#### [What you will do]
What is needed is an exact copy of all the records.

#### [Material provided]
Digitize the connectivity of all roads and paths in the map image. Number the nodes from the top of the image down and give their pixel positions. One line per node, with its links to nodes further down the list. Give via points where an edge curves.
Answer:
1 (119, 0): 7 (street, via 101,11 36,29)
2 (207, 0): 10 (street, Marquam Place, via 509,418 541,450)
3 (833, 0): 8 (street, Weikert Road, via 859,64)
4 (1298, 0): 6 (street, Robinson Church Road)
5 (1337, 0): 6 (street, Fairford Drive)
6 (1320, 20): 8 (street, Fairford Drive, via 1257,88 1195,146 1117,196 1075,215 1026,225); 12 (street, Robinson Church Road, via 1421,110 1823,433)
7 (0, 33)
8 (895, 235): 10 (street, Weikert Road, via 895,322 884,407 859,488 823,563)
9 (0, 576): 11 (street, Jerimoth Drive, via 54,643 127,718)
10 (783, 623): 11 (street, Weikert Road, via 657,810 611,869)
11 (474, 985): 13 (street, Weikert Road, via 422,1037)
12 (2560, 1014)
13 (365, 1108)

#### [Result of the exercise]
Digitize the connectivity of all roads and paths in the map image. Number the nodes from the top of the image down and give their pixel positions. One line per node, with its links to nodes further down the list. Give via points where an edge curves.
Answer:
1 (119, 0): 7 (street, via 101,11 36,29)
2 (207, 0): 10 (street, Marquam Place, via 509,418 541,450)
3 (833, 0): 8 (street, Weikert Road, via 859,64)
4 (1298, 0): 6 (street, Robinson Church Road)
5 (1337, 0): 6 (street, Fairford Drive)
6 (1320, 20): 8 (street, Fairford Drive, via 1257,88 1195,146 1117,196 1075,215 1026,225); 12 (street, Robinson Church Road, via 1421,110 1823,433)
7 (0, 33)
8 (895, 235): 10 (street, Weikert Road, via 895,322 884,407 859,488 823,563)
9 (0, 576): 11 (street, Jerimoth Drive, via 54,643 127,718)
10 (783, 623): 11 (street, Weikert Road, via 657,810 611,869)
11 (474, 985): 13 (street, Weikert Road, via 422,1037)
12 (2560, 1014)
13 (365, 1108)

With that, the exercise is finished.